Dali a duas horas, a mesma coisa.”
Em
meio à complicada recuperação que durou aproximadamente quatro meses, Luciano
Burti ainda tinha outro desafio, havia assinado contrato com a Ferrari para ser
piloto de testes, ainda sem saber se estaria totalmente recuperado.
“Antes
de voltar a pilotar um F1, eu testei um F3 em Brasília, com o Amir Nasr, para
saber se eu tinha condições de pilotar de novo. Eu não sabia mais se conseguia
ter a noção de fazer uma curva para a esquerda e outra para a direita e já
tinha assinado como piloto de testes com a Ferrari. Eles me contrataram meio
sem ter todas as informações sobre o meu estado. Não que eu estivesse
escondendo, mas eu também não sabia o quão bem ou mal eu estava. Testei em
Brasília, no dia seguinte à final da F3, que teve o Juliano Moro como campeão e
o Nelsinho Piquet. Fui um segundo mais rápido que o tempo da pole. É claro que
não dava para comparar alguém que já estava em um nível de F1 com meninos que
estavam começando, mas mostrou que eu estava bem para pilotar. Agora, para ser
sincero, eu não estava bem para voltar. Não pela pilotagem, porque eu conseguia
pilotar, tanto que testei normalmente pela Ferrari, mas emocional e fisicamente
eu não estava 100% recuperado.
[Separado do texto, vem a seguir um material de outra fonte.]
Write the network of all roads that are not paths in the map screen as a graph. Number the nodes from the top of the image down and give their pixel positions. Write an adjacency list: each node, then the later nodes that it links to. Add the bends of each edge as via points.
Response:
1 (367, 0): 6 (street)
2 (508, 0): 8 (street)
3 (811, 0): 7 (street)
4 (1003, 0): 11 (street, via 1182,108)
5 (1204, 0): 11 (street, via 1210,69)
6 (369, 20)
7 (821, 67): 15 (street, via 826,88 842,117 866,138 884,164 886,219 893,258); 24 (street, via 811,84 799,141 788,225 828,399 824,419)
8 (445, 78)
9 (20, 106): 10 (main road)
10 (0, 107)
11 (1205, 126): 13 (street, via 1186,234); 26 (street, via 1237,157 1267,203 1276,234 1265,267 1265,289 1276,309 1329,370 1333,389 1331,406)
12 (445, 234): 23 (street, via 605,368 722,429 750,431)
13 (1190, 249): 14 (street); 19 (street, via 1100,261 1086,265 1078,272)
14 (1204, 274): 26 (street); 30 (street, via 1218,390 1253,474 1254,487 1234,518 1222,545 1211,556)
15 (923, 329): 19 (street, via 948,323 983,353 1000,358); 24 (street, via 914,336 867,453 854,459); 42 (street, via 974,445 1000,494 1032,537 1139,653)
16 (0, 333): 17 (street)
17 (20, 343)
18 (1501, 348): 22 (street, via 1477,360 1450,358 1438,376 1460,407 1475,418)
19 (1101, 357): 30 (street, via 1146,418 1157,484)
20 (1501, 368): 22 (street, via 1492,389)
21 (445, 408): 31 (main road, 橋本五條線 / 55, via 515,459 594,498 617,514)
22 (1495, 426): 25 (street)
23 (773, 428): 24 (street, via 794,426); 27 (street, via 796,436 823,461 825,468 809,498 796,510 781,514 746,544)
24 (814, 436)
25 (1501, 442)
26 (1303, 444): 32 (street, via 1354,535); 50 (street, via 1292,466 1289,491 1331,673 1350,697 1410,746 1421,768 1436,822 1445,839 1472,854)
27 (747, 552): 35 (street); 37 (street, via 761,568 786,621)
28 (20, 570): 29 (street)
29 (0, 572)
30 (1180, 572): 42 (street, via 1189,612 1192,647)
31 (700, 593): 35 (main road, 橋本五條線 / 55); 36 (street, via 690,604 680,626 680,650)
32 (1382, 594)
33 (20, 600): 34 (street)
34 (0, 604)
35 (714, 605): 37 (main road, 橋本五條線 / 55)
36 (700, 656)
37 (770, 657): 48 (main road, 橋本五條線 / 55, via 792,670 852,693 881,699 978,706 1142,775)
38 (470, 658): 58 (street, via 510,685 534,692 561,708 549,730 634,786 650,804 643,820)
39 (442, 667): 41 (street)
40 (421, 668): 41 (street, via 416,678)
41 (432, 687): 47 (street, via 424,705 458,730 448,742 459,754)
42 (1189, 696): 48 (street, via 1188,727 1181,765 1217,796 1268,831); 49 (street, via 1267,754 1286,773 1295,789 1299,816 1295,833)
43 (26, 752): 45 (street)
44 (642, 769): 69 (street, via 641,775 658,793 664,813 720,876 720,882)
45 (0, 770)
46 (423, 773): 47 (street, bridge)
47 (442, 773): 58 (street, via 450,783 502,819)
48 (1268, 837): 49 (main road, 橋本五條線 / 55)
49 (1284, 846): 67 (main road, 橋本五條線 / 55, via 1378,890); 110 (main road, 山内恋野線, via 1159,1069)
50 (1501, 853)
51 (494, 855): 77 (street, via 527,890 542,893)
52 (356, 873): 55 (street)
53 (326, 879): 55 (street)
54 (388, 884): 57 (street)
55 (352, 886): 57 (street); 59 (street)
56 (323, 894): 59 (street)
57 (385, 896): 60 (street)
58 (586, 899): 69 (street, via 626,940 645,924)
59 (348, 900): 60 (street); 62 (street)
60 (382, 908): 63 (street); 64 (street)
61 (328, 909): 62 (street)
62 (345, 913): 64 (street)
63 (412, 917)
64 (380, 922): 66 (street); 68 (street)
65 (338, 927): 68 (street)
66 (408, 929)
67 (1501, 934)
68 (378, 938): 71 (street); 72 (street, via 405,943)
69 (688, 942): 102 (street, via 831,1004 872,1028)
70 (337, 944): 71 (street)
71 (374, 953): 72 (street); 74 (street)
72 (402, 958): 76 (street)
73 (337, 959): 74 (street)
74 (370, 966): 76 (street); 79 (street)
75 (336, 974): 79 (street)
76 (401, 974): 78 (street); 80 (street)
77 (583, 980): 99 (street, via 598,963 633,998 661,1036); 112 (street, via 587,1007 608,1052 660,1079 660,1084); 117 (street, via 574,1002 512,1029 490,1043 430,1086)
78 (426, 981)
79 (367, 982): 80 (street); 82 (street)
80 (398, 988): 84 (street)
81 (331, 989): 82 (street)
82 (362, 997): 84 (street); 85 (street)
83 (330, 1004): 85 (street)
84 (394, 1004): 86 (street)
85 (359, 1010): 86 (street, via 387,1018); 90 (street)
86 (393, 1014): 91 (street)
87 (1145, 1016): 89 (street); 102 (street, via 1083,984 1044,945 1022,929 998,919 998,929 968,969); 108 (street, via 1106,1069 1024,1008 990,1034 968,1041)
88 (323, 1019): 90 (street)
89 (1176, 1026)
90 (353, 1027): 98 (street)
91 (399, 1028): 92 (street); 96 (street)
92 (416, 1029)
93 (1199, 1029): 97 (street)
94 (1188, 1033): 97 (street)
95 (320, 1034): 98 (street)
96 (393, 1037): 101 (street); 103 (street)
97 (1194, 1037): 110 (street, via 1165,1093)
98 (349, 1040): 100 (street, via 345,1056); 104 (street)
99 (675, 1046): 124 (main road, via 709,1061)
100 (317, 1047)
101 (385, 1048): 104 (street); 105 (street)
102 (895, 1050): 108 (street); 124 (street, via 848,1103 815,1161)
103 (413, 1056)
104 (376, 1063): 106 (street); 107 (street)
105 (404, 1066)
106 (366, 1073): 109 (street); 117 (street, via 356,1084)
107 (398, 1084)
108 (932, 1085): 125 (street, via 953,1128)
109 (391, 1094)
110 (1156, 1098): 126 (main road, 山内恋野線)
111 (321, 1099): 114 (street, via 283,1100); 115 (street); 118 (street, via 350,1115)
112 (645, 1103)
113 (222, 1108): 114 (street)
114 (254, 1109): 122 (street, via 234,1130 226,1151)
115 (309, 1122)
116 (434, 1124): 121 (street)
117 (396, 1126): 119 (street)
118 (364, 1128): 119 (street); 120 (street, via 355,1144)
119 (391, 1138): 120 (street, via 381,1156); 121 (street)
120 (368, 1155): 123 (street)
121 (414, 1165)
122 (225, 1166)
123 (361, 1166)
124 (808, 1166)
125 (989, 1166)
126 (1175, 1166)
Eu estava fraco, porque fiquei quatro meses sem
dar dois passos correndo.”
Outro
fato que talvez a imprensa na época não tenha dado muita atenção é que Luciano
Burti guiou os melhores carros que a Ferrari já produziu até hoje, exatamente
os carros deram os Títulos Mundiais a Michael Schumacher em 2002 e 2003, a
posição de piloto de testes não é muito valorizada por nós aqui no Brasil, mas
sem dúvida Burti ajudou e muito no desenvolvimento dos carros da Ferrari nos
três anos que permaneceu na equipe.
Ao
final de 2004 Burti retornou para o Brasil e como tantos outros, ganhou da
mídia em geral o rotulo de “ex-piloto da Formula 1”, rotulo alias que esta
seria de matérias existe justamente para repudiar, só Burti sabe o que passou
desde a sua primeira voltinha de Kart, sei que o rotulo não tem a intenção de
ser ofensivo, mas acaba sendo, soa fracasso, mesmo sendo colocado depois de
nomes como Emerson Fittipaldi ou Nelson Piquet, é um rotulo, eu defendo a ideia
de dizer “o Piloto Luciano Burti com
passagem pela Formula 1” e claro entendo que nos dias de hoje, se torna uma
frase grande demais para caber no pequeno espaço que as redações reservam para
o automobilismo, fica mais simples escrever “ex-piloto”, como se ele ao sair da Formula 1 tivesse morrido, como
se tudo que aprendeu na profissão acabasse ao termino de um contrato. Não
existe ex-medico, ex-advogado ou ex-pedreiro.
Burti
hoje se mostra um excelente comentarista, outro desafio encarado e vencido, o
da Televisão, e ao lado de Reginaldo Leme dão uma maior qualidade as
transmissões da Formula 1.
Na
pista, Luciano ainda vive de desafios, o ultimo deles foi encarar um Formula
Truck, substituído ninguém menos que o maior campeão das corridas de caminhões
Felipe Giaffone, Burti aceitou o desafio e fez bonito subindo ao pódio em seu
primeiro contato com um Truck.
Luciano
Burti é acima de tudo piloto, e a exemplo de todos desta série de matérias, não
é ex, pois; “Uma vez piloto de Formula 1”, sempre piloto de Formula 1.